Levantou-se. Suas pernas estavam bambas depois de ter ficado sentada por tanto tempo, e se apoiou na parede com uma das mãos para recuperar o equilíbrio e andar em direção à porta que levava ao porão. Abriu-a e começou a descer. Ao lado da porta havia um interruptor, mas ela não o ligou. Preferiu descer no escuro para que ele não pudesse ver a antiga mesa onde estava o rádio.
Ele nem esperou que ela chegasse lá embaixo. Assim que passou pela porta, a fechou com toda força. Anne ficou numa escuridão total, e se segurou no corrimão. Ela ouviu algumas batidas e percebeu que algo fora colocado contra a porta, travando a maçaneta. Bloqueara a porta e a trancara lá embaixo.
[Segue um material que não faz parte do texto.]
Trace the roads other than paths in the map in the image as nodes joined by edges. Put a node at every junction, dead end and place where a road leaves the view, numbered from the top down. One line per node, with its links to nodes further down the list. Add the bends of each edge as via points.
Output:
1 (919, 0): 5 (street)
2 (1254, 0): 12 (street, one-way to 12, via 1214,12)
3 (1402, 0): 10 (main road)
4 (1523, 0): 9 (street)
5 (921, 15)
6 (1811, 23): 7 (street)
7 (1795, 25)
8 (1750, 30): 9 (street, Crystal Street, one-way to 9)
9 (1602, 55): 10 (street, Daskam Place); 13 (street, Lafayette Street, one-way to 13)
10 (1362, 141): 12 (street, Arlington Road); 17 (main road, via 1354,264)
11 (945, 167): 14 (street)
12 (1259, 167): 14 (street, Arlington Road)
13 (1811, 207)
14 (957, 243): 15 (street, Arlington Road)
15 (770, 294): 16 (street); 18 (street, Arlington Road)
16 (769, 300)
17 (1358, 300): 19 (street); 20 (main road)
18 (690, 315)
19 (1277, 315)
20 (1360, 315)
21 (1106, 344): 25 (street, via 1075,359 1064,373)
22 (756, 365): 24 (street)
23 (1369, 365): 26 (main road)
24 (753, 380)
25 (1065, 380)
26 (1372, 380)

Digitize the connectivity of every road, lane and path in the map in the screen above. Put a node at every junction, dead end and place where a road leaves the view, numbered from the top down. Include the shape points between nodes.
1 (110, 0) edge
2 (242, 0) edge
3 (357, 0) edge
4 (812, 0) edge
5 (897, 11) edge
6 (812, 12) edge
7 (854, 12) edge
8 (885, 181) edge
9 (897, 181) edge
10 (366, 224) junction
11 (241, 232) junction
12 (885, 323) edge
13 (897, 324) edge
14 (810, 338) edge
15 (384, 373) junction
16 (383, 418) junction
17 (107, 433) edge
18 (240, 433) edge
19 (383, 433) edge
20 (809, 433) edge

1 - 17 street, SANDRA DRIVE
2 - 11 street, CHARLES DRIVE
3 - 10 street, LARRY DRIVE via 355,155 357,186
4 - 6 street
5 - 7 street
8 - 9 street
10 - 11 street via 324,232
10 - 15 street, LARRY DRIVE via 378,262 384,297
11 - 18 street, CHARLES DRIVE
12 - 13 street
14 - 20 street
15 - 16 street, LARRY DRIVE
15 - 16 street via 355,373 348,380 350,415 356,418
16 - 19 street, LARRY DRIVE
Escorregou a mão pelo corrimão e deu um passo com cuidado em meio à escuridão, e depois outro. Uma farpa se descolou da madeira e beliscou a palma de sua mão. Ela respirou fundo e parou. Lá em cima, ouviu Josiah falando algo que não conseguiu entender. Depois ouviu passos, passos demais para serem apenas dele. A porta da frente se abriu e se fechou com um estrondo. Ela ficou em silêncio e, quando ouviu o barulho do motor da caminhonete dele, pensou: Ah, não.
Eles estavam indo embora. Ele se fora e levara a mulher consigo.
Anne não tinha tempo a perder.
Deu mais um passo e desceu para a escuridão.